December 3, 2017

1970. Vice President Agnew Blasts Proposed Vietnam Withdrawal Date

Agnew Criticizes the Hatfield-McGovern Amendment
Protestors in Canberra, Australia gather outside the old Parliament House to protest the Vietnam War in 1970 (source)
Bill Downs

ABC Washington

August 7, 1970

Vice President Agnew was at the Veterans of Foreign Wars annual convention in Miami Beach today to make a speech. After reading the text of the address and cogitating on it for several hours, you might call this a semi-demi-instant analysis.

And despite the danger of losing my standing as an intellectual effete-ist I find myself in agreement with Mr. Agnew for once—but probably for the wrong reasons.

The vice president was speaking before the VFW, most of whom are presumed to be hawks who like the red meat of patriotic oratory.

His targets for the day were a fellow Republican, Senator Mark Hatfield of Oregon, and a former bomber pilot, Democratic Senator George McGovern of South Dakota.

Their legislative sin, in the eyes of the vice president, is the Hatfield-McGovern Amendment, which would require President Nixon to cease all US military operations in Southeast Asia by next January 1, and have all American troops out of Vietnam by June 30, 1971.

I happen to agree with Spiro Agnew that this kind of amendment attempting to legislate military strategy in a war the administration is pledged to disengage from is unwise and wrong.

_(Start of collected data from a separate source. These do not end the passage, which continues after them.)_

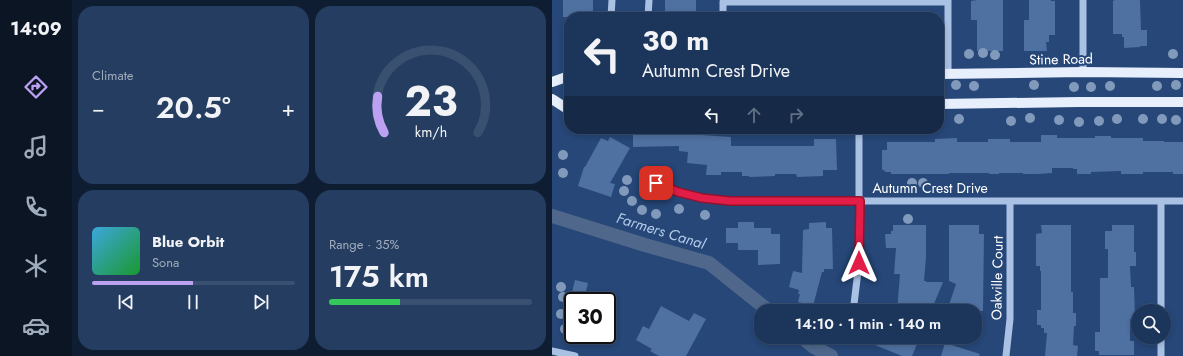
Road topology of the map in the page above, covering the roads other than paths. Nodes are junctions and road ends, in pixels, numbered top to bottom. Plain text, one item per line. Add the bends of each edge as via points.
1 (612, 0) edge
2 (649, 0) edge
3 (1083, 0) edge
4 (780, 1) edge
5 (948, 1) edge
6 (611, 12) edge
7 (648, 12) edge
8 (723, 12) edge
9 (1083, 72) junction
10 (1183, 73) edge
11 (944, 74) edge
12 (564, 78) edge
13 (552, 82) edge
14 (552, 99) edge
15 (1183, 102) edge
16 (944, 104) edge
17 (564, 107) edge
18 (859, 134) edge
19 (656, 183) dead end
20 (860, 201) junction
21 (1010, 201) junction
22 (1161, 201) junction
23 (1183, 201) edge
24 (854, 304) dead end
25 (1161, 304) edge
26 (1161, 344) edge
27 (552, 351) edge
28 (575, 356) edge
29 (1006, 356) edge
30 (1161, 356) edge

1 - 6 street
2 - 7 street
3 - 9 street
4 - 5 street
4 - 8 street via 723,2
5 - 11 street
9 - 10 main road, Stine Road
9 - 11 main road, Stine Road
12 - 13 main road
14 - 17 main road
15 - 16 main road
18 - 20 street
19 - 20 street, Autumn Crest Drive via 702,198 730,201
20 - 21 street, Autumn Crest Drive
20 - 24 street via 859,263
21 - 22 street, Autumn Crest Drive
21 - 29 street, Oakville Court via 1010,318
22 - 23 street, Autumn Crest Drive
22 - 25 street
26 - 30 street
27 - 28 street

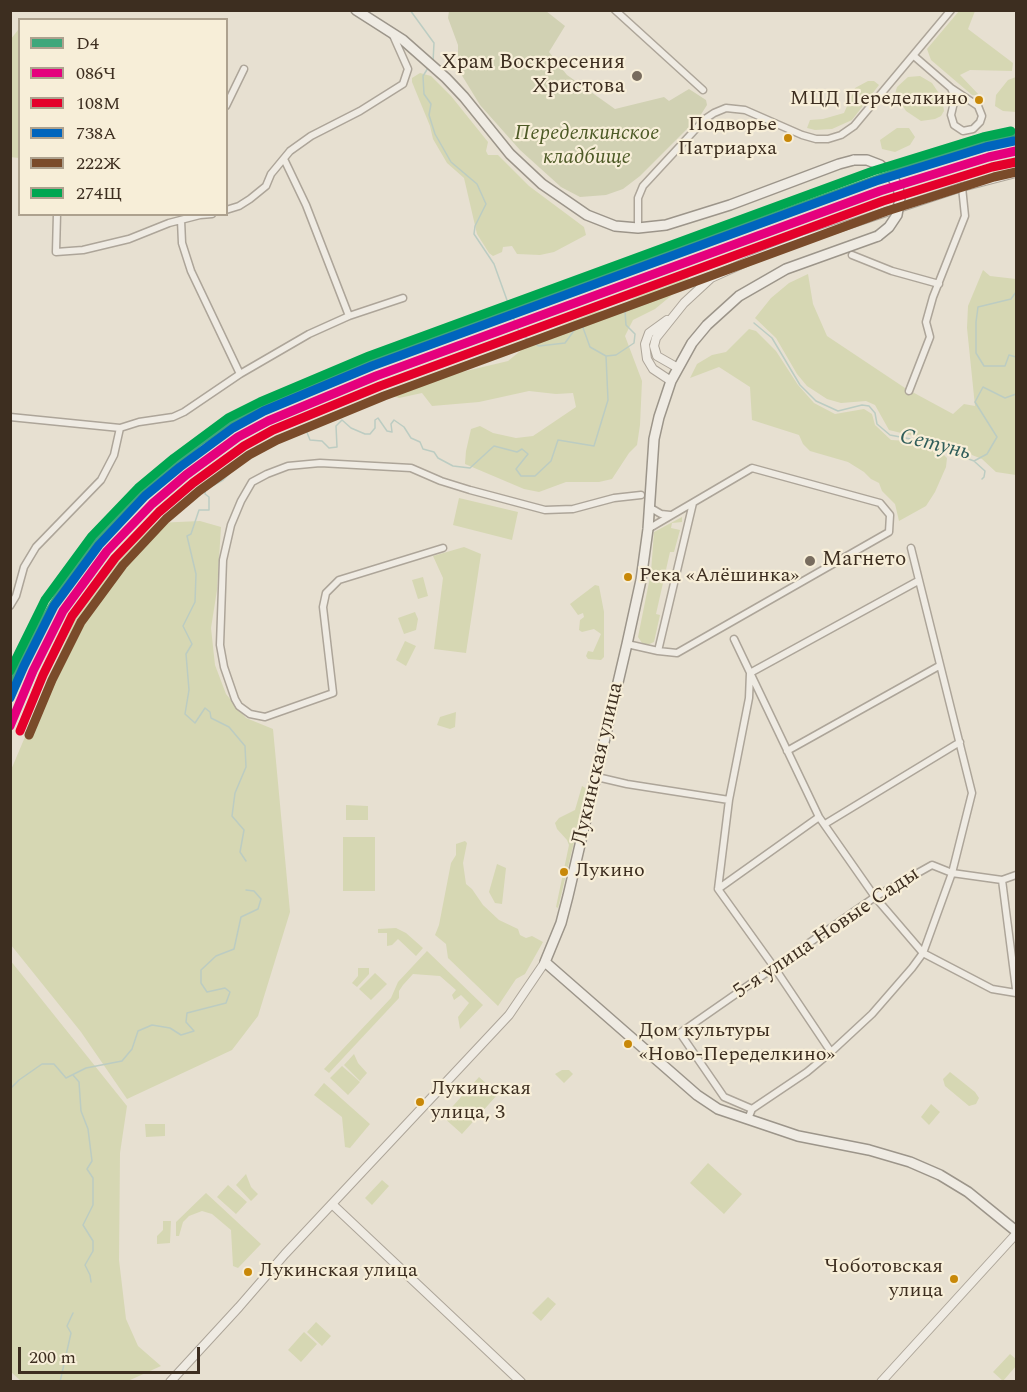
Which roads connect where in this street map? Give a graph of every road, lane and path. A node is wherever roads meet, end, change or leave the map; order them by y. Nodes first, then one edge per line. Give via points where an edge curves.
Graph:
1 (356, 10) edge
2 (615, 10) edge
3 (951, 10) edge
4 (392, 32) junction
5 (914, 56) junction
6 (244, 69) dead end
7 (951, 88) junction
8 (703, 90) dead end
9 (228, 102) edge
10 (284, 159) junction
11 (1017, 173) edge
12 (962, 187) junction
13 (228, 209) edge
14 (57, 216) edge
15 (202, 216) edge
16 (181, 220) junction
17 (638, 228) junction
18 (852, 255) dead end
19 (939, 284) junction
20 (403, 298) dead end
21 (349, 316) junction
22 (671, 318) junction
23 (678, 368) junction
24 (240, 374) junction
25 (670, 381) junction
26 (909, 391) dead end
27 (10, 417) edge
28 (120, 429) junction
29 (641, 495) dead end
30 (693, 503) junction
31 (649, 507) junction
32 (670, 515) junction
33 (648, 529) junction
34 (442, 548) dead end
35 (911, 548) dead end
36 (918, 581) junction
37 (10, 606) edge
38 (734, 639) dead end
39 (627, 644) junction
40 (658, 651) junction
41 (939, 666) junction
42 (750, 674) junction
43 (960, 742) junction
44 (787, 751) junction
45 (597, 777) junction
46 (729, 800) junction
47 (819, 817) junction
48 (825, 824) junction
49 (952, 873) junction
50 (1017, 875) edge
51 (1002, 880) junction
52 (718, 889) junction
53 (875, 897) junction
54 (923, 953) junction
55 (545, 962) junction
56 (774, 967) junction
57 (1017, 991) edge
58 (831, 1052) junction
59 (752, 1109) junction
60 (748, 1119) junction
61 (332, 1204) junction
62 (1017, 1232) edge
63 (171, 1382) edge
64 (521, 1382) edge
65 (881, 1382) edge

1 - 4 main road
2 - 8 street
3 - 5 street
4 - 10 street via 408,69 403,84 310,136
4 - 17 main road via 446,78 510,154 542,184 602,222
5 - 7 street
5 - 17 street via 854,126 836,137 802,135 738,109 714,112 643,186 638,198
6 - 9 street
7 - 7 street via 955,98 951,115 954,125 963,131 974,129 981,122 978,106
10 - 13 street via 266,186
10 - 21 street
11 - 12 street
12 - 19 street via 965,216
12 - 22 street via 805,239 724,271 697,290
14 - 16 street via 56,252 129,239
15 - 16 street
16 - 24 street via 182,243 191,271
17 - 23 main road, Лукинская улица, bridge via 660,227 854,160 880,165 898,187 897,215 890,227 878,236 786,269 739,296 707,325
18 - 19 street
19 - 26 street via 926,322 930,337
20 - 21 street
21 - 24 street
22 - 23 street via 656,338 654,350 659,358
22 - 25 street via 652,329 645,344 653,369
23 - 25 main road, Лукинская улица
24 - 28 street via 184,412
25 - 31 main road, Лукинская улица via 658,417
27 - 28 street
28 - 37 street via 114,455 101,480 36,547
29 - 34 street via 573,509 545,510 441,481 411,468 320,463 288,466 252,482 231,525 223,560 220,645 224,667 240,706 250,714 265,717 333,693 323,607 326,593 339,580
30 - 32 street
30 - 40 street
30 - 40 street via 752,468 880,503 890,515 889,532 677,653
31 - 32 street
31 - 33 main road, Лукинская улица
32 - 33 street
33 - 39 main road, Лукинская улица
35 - 36 street
36 - 41 street
36 - 42 street
38 - 42 street
39 - 40 street
39 - 45 main road, Лукинская улица
41 - 43 street
41 - 44 street
42 - 44 street
42 - 46 street
43 - 48 street
43 - 49 street via 972,793
44 - 47 street
45 - 46 street
45 - 55 main road, Лукинская улица via 563,914
46 - 52 street
47 - 48 street
47 - 52 street
48 - 53 street
49 - 51 street, 5-я улица Новые Сады
49 - 53 street, 5-я улица Новые Сады via 932,865
49 - 54 street
50 - 51 street, 5-я улица Новые Сады
51 - 57 street
52 - 56 street
53 - 54 street
53 - 56 street, 5-я улица Новые Сады
54 - 57 street via 992,989
54 - 58 street via 872,1014
55 - 60 main road via 697,1095 718,1109
55 - 61 street, Лукинская улица via 509,1015
56 - 58 street
56 - 59 street, 5-я улица Новые Сады via 680,1033 724,1097
58 - 59 street
59 - 60 street
60 - 62 main road via 798,1136 910,1162 968,1192
61 - 63 street, Лукинская улица
61 - 64 street
62 - 65 street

Such a congressional stricture on the president would banish all hope for a negotiated settlement in the Paris talks, and would weaken the collective security treaties the US has made with allies around the globe.

However, in his Miami Beach speech today Mr. Agnew seemed to be following the traditional military diktat that says "if you must do something, over-do it."

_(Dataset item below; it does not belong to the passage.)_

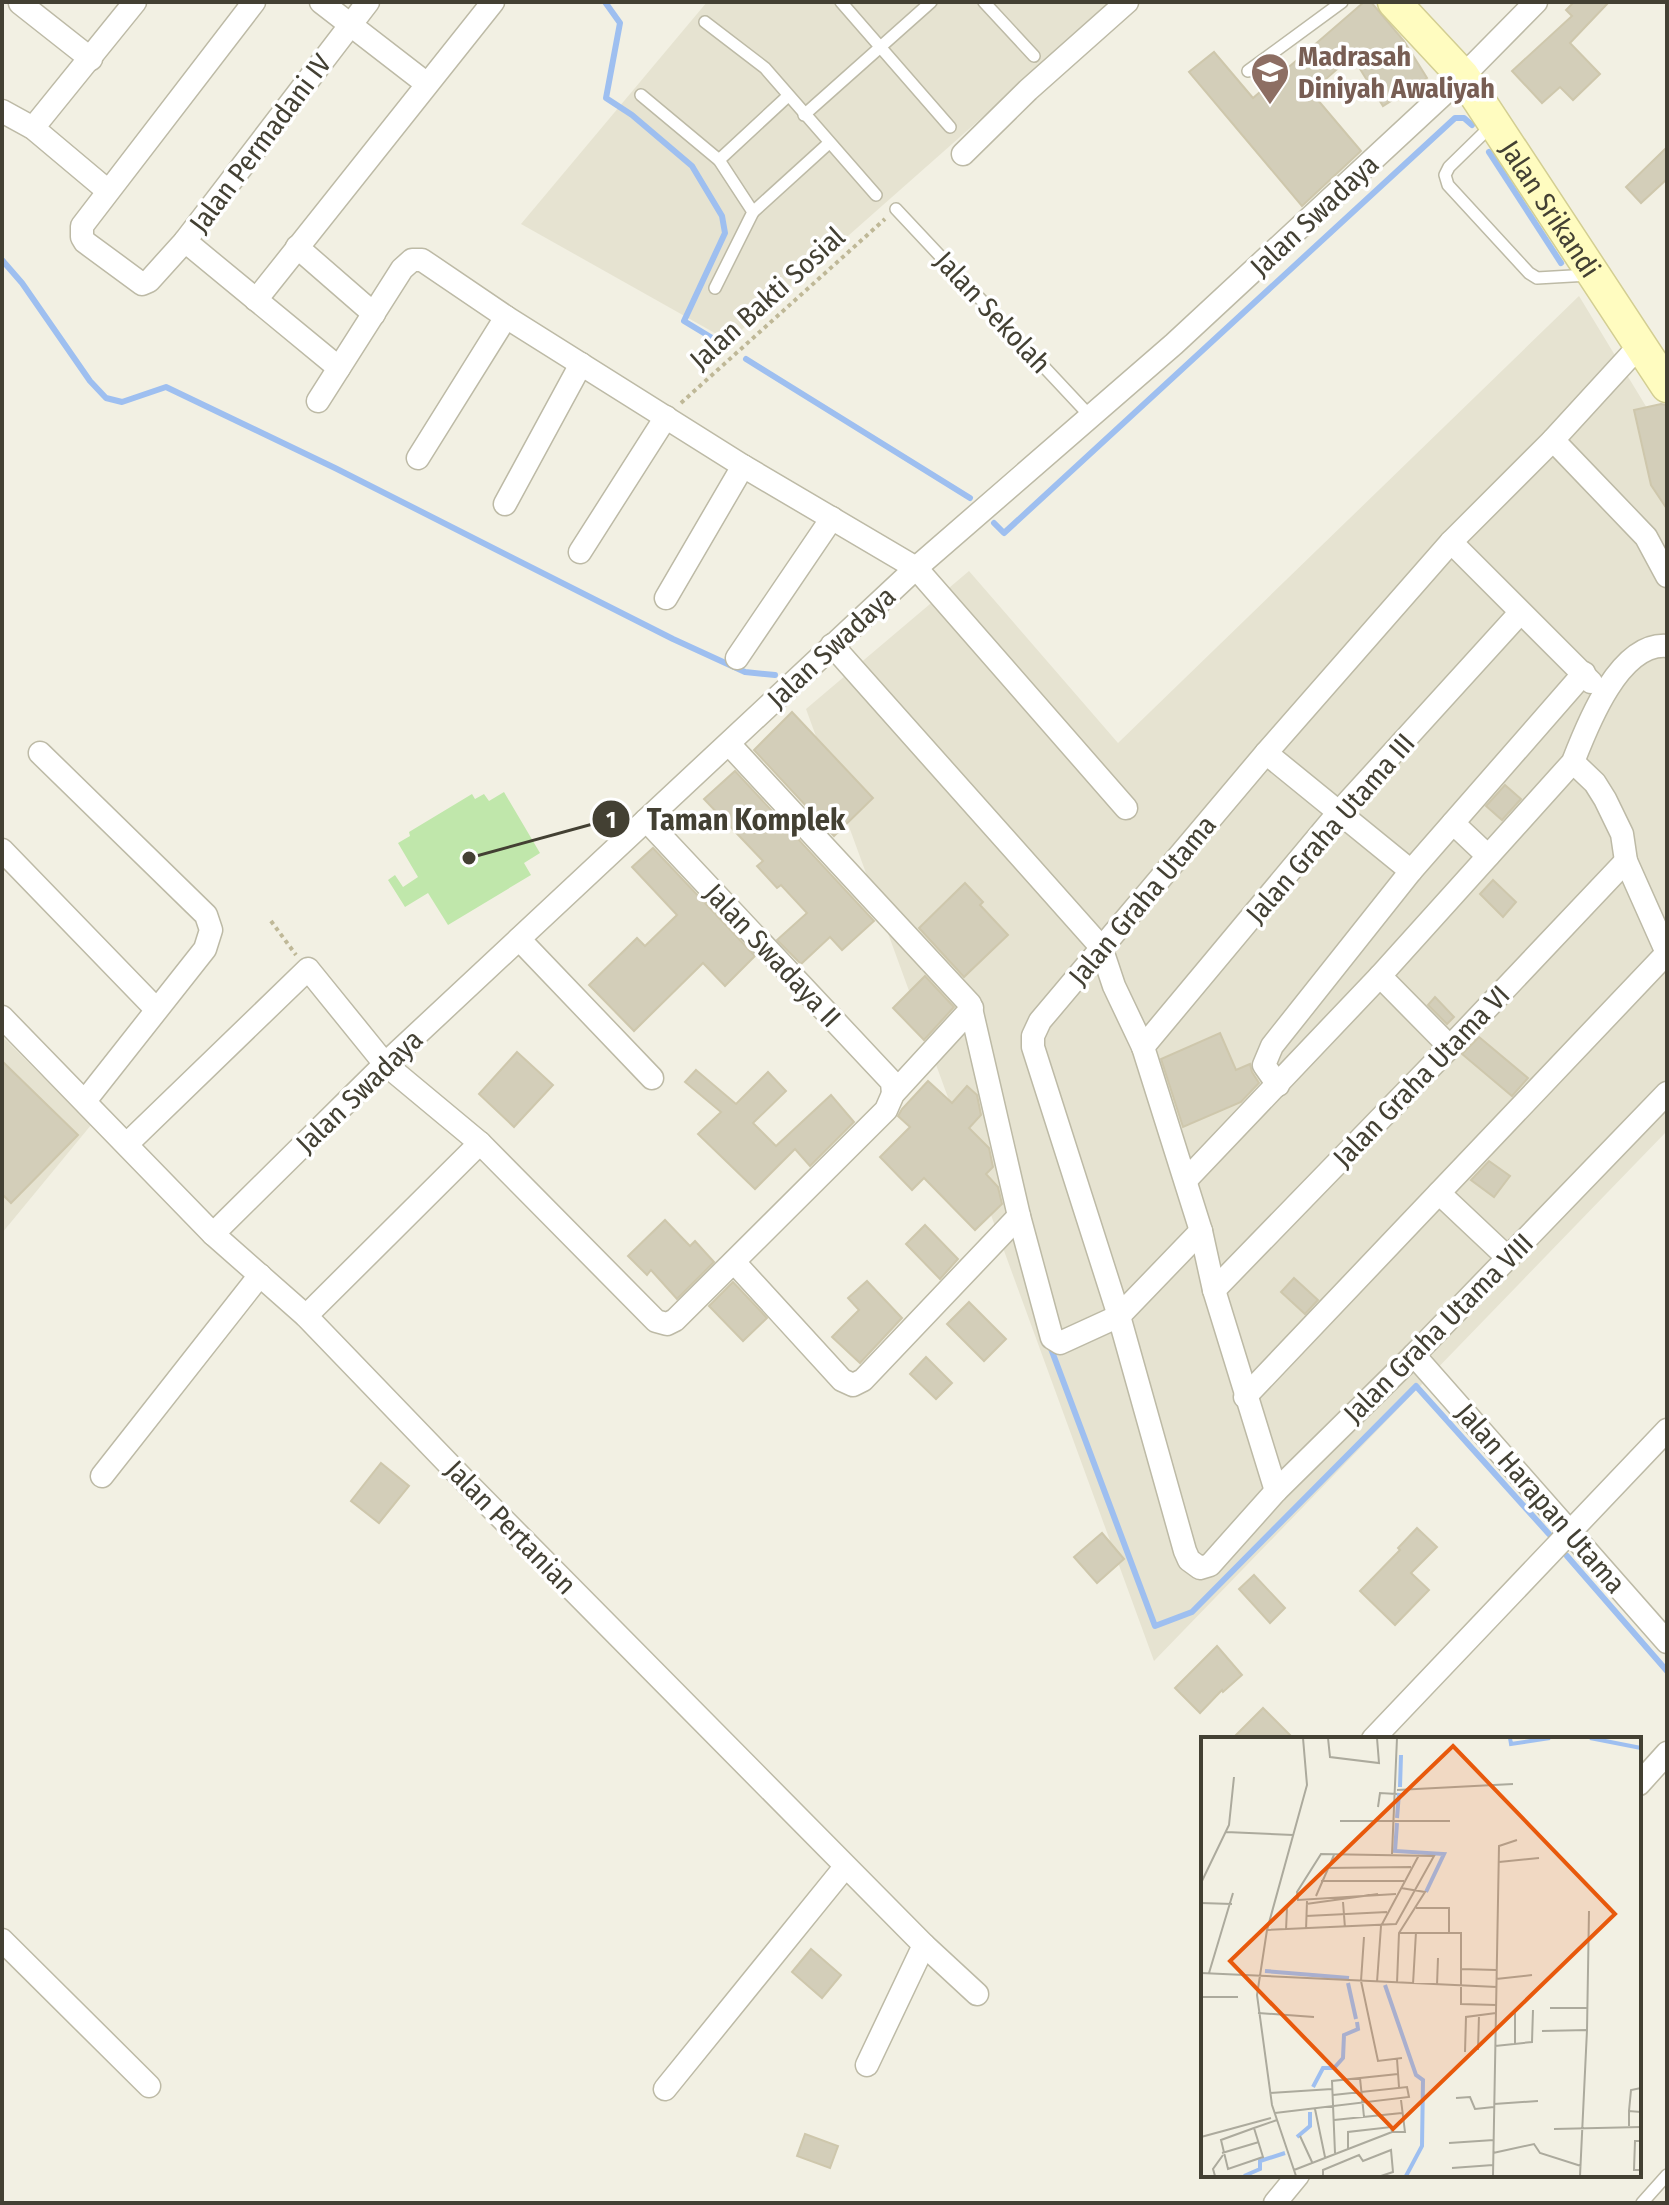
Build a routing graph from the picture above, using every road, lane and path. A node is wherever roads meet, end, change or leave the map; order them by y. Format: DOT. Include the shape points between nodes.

The vice president landed on Senator Hatfield and McGovern like a B-52 load of bombs. He called their Amendment to End the War a "blueprint for the first military defeat in the history of the United States"—forgetting, perhaps, the British troops which landed in Agnew's native Maryland in 1812, marched on Washington, and burned both the White House and the Capitol—which was not exactly a triumph of American arms.

If the Hatfield-McGovern proposal is approved by Congress, Agnew declared that 43,000 dead and 285,000 wounded would have suffered for nothing: "An American army, undefeated on the field of battle, will come home in humiliation because impatient pacifists in the Senate lost the war..."

It has been my understanding that never has the United States sought military victory in Vietnam; the destruction of the Hanoi government has never been the US military objective. A fact which the vice president overlooked today.

Mr. Agnew correctly boasted of the president's Vietnaminization program and the continuing cutback of American troops as the Saigon government becomes strong enough to shoulder the burden.

But the vice president's bitter attack today was a blunt admission that there likely will be US troops in Vietnam after June 15 of 1971, and possibly long after that.

In his VFW speech, Mr. Agnew attacked those abroad in the land and in the halls of Congress who are the voices of that same shortsighted isolationism that lost the peace after World War I—and helped to bring on World War II. Thus did the Republican vice president defend Democratic President Woodrow Wilson against his GOP opposition. It took fifty years to come full circle.